EXERCISE: Print out every record below, exactly as written.

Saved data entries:
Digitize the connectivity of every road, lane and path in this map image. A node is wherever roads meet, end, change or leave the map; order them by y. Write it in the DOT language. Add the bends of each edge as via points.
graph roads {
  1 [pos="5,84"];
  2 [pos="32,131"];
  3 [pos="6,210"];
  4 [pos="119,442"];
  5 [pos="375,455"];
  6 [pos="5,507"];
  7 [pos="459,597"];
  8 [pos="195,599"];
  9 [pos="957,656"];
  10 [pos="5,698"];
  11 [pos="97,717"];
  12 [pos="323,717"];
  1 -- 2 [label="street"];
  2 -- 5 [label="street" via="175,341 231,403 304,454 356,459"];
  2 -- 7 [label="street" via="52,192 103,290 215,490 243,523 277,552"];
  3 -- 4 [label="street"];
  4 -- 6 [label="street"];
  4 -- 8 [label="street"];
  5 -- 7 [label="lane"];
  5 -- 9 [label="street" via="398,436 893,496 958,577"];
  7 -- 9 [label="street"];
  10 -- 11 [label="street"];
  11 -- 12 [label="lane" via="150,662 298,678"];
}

TASK ANSWER:
Digitize the connectivity of every road, lane and path in this map image. A node is wherever roads meet, end, change or leave the map; order them by y. Write it in the DOT language. Add the bends of each edge as via points.
graph roads {
  1 [pos="5,84"];
  2 [pos="32,131"];
  3 [pos="6,210"];
  4 [pos="119,442"];
  5 [pos="375,455"];
  6 [pos="5,507"];
  7 [pos="459,597"];
  8 [pos="195,599"];
  9 [pos="957,656"];
  10 [pos="5,698"];
  11 [pos="97,717"];
  12 [pos="323,717"];
  1 -- 2 [label="street"];
  2 -- 5 [label="street" via="175,341 231,403 304,454 356,459"];
  2 -- 7 [label="street" via="52,192 103,290 215,490 243,523 277,552"];
  3 -- 4 [label="street"];
  4 -- 6 [label="street"];
  4 -- 8 [label="street"];
  5 -- 7 [label="lane"];
  5 -- 9 [label="street" via="398,436 893,496 958,577"];
  7 -- 9 [label="street"];
  10 -- 11 [label="street"];
  11 -- 12 [label="lane" via="150,662 298,678"];
}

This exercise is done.